How to complete this task
One number is the full answer: how many lines in the records contain the word "Hosakote"?

Material for the task
● ● ●
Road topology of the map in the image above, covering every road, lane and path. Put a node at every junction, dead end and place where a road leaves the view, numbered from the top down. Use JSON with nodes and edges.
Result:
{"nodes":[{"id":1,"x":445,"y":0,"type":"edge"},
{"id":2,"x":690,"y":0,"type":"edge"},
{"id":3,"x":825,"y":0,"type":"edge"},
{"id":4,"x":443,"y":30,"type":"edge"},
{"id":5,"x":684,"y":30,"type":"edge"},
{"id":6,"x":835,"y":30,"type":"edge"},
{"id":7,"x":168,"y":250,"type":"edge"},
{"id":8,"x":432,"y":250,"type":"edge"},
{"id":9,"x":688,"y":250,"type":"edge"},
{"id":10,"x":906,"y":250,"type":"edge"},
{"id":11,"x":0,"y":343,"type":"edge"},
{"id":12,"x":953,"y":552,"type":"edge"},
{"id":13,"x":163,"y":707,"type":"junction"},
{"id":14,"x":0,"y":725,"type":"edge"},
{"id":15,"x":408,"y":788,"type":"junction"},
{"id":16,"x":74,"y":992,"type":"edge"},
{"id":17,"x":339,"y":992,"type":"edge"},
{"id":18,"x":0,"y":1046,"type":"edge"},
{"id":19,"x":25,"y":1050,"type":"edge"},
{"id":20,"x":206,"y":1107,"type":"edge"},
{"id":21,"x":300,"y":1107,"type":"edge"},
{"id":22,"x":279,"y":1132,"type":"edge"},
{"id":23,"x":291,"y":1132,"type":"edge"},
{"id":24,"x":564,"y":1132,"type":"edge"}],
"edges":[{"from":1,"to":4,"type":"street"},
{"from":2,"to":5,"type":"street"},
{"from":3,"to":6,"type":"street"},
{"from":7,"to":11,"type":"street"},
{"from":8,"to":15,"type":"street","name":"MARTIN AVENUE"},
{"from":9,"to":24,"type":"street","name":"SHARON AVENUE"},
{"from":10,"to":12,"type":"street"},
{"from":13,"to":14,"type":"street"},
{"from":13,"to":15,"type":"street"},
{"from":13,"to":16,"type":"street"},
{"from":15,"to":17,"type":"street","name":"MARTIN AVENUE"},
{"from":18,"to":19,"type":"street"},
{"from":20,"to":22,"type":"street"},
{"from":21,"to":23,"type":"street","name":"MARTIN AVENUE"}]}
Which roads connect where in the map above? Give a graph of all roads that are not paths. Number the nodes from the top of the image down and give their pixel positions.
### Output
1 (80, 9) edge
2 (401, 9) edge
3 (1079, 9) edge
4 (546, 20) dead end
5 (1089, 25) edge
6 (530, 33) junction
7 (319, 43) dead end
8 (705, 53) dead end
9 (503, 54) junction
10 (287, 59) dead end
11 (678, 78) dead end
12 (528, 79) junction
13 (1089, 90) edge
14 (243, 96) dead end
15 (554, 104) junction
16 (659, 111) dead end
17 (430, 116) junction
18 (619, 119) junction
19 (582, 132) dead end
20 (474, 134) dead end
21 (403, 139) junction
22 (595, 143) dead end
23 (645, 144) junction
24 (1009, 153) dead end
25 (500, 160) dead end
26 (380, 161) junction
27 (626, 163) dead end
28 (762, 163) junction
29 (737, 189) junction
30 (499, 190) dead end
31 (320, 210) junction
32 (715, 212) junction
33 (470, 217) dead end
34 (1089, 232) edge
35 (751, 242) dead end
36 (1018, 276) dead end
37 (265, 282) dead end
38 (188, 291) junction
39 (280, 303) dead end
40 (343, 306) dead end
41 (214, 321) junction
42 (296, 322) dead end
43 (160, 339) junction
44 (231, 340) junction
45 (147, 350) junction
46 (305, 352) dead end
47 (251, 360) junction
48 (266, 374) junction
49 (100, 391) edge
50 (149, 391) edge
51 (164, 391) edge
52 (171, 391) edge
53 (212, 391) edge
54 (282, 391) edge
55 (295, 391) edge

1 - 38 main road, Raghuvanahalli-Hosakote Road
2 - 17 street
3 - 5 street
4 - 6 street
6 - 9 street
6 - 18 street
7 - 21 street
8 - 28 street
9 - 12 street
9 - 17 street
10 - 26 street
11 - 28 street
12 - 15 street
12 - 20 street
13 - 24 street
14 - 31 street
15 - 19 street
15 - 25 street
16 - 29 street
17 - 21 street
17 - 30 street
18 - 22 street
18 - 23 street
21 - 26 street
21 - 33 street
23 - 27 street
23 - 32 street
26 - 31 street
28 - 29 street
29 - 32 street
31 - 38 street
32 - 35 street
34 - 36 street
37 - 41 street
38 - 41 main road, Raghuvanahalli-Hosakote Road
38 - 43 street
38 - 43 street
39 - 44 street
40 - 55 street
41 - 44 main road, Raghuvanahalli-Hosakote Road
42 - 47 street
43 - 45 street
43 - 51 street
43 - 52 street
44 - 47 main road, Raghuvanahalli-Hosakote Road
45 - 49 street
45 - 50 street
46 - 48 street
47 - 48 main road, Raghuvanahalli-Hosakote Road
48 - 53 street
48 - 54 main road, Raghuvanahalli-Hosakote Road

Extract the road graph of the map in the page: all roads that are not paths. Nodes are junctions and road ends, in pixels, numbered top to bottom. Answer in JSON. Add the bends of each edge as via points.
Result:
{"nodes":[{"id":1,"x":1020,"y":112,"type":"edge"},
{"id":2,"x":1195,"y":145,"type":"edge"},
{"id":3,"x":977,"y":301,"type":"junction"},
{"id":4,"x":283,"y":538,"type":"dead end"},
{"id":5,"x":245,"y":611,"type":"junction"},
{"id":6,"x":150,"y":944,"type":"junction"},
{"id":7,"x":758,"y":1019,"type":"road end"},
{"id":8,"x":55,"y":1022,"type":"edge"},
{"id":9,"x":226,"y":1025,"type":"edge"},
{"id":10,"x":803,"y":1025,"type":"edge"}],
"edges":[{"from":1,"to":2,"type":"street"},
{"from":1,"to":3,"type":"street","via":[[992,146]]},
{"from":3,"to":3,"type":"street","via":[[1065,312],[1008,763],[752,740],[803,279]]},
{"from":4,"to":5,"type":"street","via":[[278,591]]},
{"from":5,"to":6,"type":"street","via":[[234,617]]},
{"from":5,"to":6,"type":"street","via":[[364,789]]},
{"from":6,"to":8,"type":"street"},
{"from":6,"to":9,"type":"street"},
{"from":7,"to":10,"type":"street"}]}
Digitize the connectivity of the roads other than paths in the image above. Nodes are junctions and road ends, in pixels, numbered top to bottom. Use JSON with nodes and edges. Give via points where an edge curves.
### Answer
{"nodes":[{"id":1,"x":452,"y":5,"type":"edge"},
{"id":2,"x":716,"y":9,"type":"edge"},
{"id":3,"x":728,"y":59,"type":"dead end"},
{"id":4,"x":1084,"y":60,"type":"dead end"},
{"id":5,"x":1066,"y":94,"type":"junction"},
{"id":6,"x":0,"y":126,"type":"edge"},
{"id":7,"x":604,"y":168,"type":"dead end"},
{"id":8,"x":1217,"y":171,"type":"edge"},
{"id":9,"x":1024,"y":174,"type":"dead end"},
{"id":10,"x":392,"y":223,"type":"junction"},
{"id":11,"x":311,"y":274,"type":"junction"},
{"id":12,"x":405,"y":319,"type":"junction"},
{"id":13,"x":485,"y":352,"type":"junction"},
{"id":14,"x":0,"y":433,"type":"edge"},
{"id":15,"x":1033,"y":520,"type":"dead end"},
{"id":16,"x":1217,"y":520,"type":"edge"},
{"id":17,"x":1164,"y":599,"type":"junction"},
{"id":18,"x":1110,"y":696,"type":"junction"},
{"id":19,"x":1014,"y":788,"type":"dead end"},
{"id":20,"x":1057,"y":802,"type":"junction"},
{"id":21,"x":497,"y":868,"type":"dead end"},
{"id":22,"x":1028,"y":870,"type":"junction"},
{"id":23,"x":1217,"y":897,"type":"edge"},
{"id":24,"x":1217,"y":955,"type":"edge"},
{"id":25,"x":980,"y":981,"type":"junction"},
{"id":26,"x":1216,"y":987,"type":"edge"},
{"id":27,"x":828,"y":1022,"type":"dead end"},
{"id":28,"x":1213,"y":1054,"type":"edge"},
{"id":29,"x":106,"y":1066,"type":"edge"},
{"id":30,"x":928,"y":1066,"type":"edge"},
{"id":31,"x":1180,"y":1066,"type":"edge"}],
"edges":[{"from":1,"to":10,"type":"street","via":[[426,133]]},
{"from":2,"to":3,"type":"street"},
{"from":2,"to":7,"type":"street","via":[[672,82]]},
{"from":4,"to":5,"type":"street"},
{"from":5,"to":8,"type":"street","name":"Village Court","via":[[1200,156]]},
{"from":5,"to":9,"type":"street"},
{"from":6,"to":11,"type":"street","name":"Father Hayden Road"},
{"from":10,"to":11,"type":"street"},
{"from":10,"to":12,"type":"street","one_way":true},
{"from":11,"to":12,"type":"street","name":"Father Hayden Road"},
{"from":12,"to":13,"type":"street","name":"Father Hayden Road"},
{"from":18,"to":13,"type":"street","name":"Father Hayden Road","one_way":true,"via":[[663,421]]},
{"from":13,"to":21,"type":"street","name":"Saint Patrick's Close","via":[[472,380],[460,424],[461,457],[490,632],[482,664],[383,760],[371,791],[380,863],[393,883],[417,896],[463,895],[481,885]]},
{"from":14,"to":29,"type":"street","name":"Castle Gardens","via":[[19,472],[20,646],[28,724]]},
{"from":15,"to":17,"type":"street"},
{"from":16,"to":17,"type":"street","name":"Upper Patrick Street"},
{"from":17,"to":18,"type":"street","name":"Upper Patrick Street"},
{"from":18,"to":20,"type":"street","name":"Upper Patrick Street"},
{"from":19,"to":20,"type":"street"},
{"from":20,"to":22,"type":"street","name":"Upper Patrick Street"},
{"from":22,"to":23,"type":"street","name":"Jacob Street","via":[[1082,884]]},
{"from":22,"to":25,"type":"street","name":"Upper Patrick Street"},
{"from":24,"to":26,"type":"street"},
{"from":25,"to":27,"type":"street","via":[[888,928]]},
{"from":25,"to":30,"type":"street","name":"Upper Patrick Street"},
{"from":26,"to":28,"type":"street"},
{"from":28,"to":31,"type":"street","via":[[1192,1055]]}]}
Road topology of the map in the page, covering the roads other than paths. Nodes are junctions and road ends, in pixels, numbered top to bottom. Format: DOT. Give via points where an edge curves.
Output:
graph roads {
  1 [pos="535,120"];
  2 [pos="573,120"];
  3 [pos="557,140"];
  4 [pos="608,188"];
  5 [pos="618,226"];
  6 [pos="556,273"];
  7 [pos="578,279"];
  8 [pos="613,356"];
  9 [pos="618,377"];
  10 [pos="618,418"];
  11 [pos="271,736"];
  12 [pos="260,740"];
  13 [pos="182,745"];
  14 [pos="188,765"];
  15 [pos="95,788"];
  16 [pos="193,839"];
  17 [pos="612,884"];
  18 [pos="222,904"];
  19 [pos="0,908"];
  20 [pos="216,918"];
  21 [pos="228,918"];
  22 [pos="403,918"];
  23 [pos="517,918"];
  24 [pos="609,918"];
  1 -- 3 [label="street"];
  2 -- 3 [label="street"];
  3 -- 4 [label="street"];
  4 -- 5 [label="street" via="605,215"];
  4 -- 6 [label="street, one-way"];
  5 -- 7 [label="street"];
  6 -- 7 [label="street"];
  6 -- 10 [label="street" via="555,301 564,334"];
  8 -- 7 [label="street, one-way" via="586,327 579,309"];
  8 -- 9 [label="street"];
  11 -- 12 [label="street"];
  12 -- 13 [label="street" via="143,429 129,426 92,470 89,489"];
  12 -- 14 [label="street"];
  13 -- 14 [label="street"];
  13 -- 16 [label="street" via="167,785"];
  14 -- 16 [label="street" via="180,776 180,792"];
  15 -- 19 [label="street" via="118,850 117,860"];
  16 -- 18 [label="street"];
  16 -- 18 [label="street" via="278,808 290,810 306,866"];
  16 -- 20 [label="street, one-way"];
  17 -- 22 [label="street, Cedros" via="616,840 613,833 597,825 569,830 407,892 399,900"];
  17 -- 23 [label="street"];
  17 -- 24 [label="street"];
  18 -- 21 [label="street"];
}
● ● ●
Result below
6